**WHAT YOU HAVE TO DO:**
Reprint the whole of the data exactly.

**EXTRACTED DATA:**
● ● ● ● ● ● ●
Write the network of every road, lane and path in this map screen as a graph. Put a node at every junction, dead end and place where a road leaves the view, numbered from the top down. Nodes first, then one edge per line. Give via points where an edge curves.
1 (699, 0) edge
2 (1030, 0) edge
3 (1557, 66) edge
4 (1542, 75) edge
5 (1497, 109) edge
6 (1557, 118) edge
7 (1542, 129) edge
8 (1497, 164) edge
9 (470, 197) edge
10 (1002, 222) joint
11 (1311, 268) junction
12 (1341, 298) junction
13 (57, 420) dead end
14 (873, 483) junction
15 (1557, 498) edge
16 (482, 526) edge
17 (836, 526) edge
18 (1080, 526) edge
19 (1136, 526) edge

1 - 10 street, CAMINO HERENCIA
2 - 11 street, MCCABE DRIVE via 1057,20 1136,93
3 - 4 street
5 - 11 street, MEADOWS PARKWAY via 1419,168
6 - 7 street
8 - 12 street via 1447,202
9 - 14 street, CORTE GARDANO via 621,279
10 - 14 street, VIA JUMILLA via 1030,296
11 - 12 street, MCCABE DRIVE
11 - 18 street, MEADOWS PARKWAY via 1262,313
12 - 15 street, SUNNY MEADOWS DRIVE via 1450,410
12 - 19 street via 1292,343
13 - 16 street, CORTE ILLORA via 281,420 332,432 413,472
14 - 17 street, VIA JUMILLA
● ● ● ● ● ● ●
**RESPONSE TO THE TASK:**
Write the network of every road, lane and path in this map screen as a graph. Put a node at every junction, dead end and place where a road leaves the view, numbered from the top down. Nodes first, then one edge per line. Give via points where an edge curves.
1 (699, 0) edge
2 (1030, 0) edge
3 (1557, 66) edge
4 (1542, 75) edge
5 (1497, 109) edge
6 (1557, 118) edge
7 (1542, 129) edge
8 (1497, 164) edge
9 (470, 197) edge
10 (1002, 222) joint
11 (1311, 268) junction
12 (1341, 298) junction
13 (57, 420) dead end
14 (873, 483) junction
15 (1557, 498) edge
16 (482, 526) edge
17 (836, 526) edge
18 (1080, 526) edge
19 (1136, 526) edge

1 - 10 street, CAMINO HERENCIA
2 - 11 street, MCCABE DRIVE via 1057,20 1136,93
3 - 4 street
5 - 11 street, MEADOWS PARKWAY via 1419,168
6 - 7 street
8 - 12 street via 1447,202
9 - 14 street, CORTE GARDANO via 621,279
10 - 14 street, VIA JUMILLA via 1030,296
11 - 12 street, MCCABE DRIVE
11 - 18 street, MEADOWS PARKWAY via 1262,313
12 - 15 street, SUNNY MEADOWS DRIVE via 1450,410
12 - 19 street via 1292,343
13 - 16 street, CORTE ILLORA via 281,420 332,432 413,472
14 - 17 street, VIA JUMILLA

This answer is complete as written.